OUTLOOK FOR THE FUTURE

The result of the KSE-SECP tussle will determine the direction of the market. The standoff between the KSE and the SECP is a technical hitch and will provide some buying opportunities. FFBL's Board Meeting is scheduled for the 21st of July and the company would announce its half yearly results. Focus on fundamentally sound stocks with a bias towards Callmate Telips, NBP, POL, Packages and the Faujis. Fundamental Changes

The major developments this week were:

*Since SSGC is curtailing gas supply from 05-Jul-05 to 16-Jul-05 for annual maintenance of Bhit Gas Field, FFBL's management has decided to partially shut down its urea plant for the remaining period while the DAP unit will remain fully operational.

*Money supply growth was recorded at 16.98% for FY 04-05 as compared to 17.20% last year.

*According to a news report, State Bank of Pakistan (SBP) will release its monetary policy statement for 1HFY06 on July 21.

*Cement exports dropped by 1400 tpd to 3600 tpd during the first 10 days of FY06 owing to shortfall in domestic market, which offers better margins than exports.

*Pakistan State Oil awarded the tender for import of furnace oil (FO) to Fal Oil of Sharjah.

*The production and sales of autos recorded an increase of 28% and 32% respectively during FY04-05. *??Pakistan is to be given GSP status from January 2006.

*The offshore drilling at Pasni is continuing and rumors on Pakistan Petroleum Limited hitting a dry well at Pasni seem baseless.

 

 

*The government has decided to maintain urea prices at PkR475/bag by providing PkR4.7bn subsidy.

*The State Bank of Pakistan (SBP) has restricted commercial banks and DFIs the use of personal loans and credit lines for subscription of Initial Public Offerings (IPOs).

*Discussions held in New Delhi have given a green signal to the Pakistan-India-Iran gas pipeline and work is slated to commence in April 2006.

*As a result of record-high oil prices, Pakistan's oil import bill has increased by 31.25% (US$1.015bn) in FY05 to US$4.215bn against FY03 import bill of US$3.2bn.

*As a result of heavy rains and floods approximately 0.269mn acres of cotton crop in Punjab (4% of provincial cultivated crop area) have been destroyed.

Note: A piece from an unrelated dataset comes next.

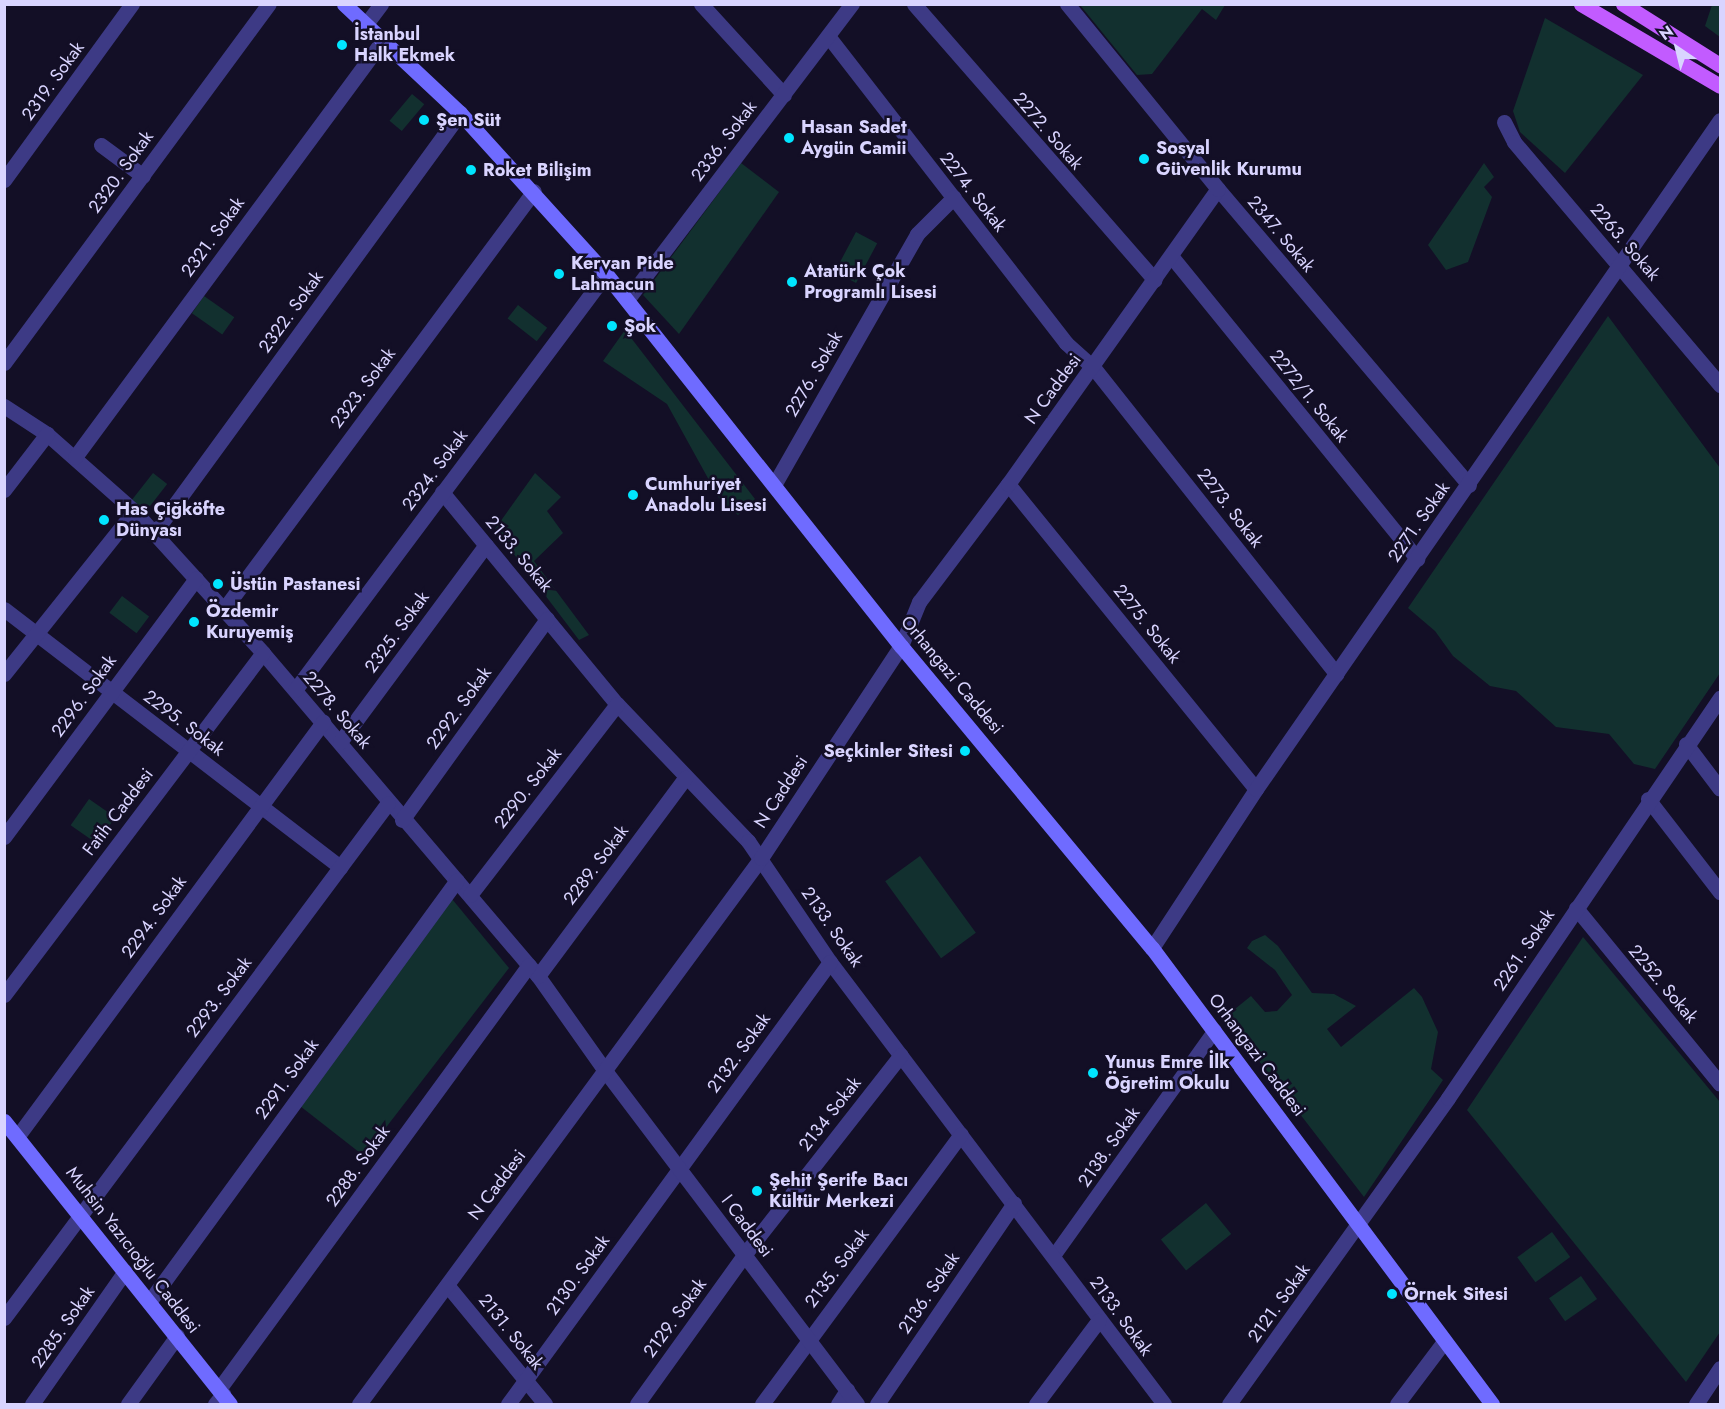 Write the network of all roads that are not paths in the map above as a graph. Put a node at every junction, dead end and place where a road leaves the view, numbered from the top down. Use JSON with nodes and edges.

*KSE announced that COT financing on seven stocks would continue without any caps, whereas COT financing would be extended to the remaining 20 additional stocks being traded at the futures counter at a later date. The SECP in its reply termed the decision taken by KSE as illegal and incapable of implementation.

NSS RATES TO GO HIGHER!

In a rising interest rates scenario, we expect rates on National Saving Scheme (NSS) to be revised upward shortly. Investors are currently getting a negative return on NSS owing to high inflation (9.33% in FY05). Currently, rate of return offered by Defense Saving Certificates (DSC's) and Behbood Saving Certificates is at 8.15% and 10.18% respectively. Dr Ashfaque Hassan Khan (Director Debt office) has also indicated that the Ministry of Finance (MoF) is planning to raise the rate of return on NSS, which will be effective from Jul 05. The MoF had linked the NSS rates with the cut-off yields on Pakistan Investment Bond (PIB) under the guidelines of International Monetary Fund. We believe that the Ministry is facing some difficulties in revising the NSS rates in the absence of PIB auction. In the last fiscal year, three PIB auctions were held and all of them were rejected owing to the high rates demanded by the primary dealer. In the recent budget, the government has raised the budget deficit target to 3.8% (from 3.2% in FY05), which will be financed through the privatization proceeds and international grants. Given the government's intention to finance its budget deficit through privatization proceeds, we expect the supply of the PIB is likely to remain limited in FY06 as well, keeping a check on PIB yields going forward.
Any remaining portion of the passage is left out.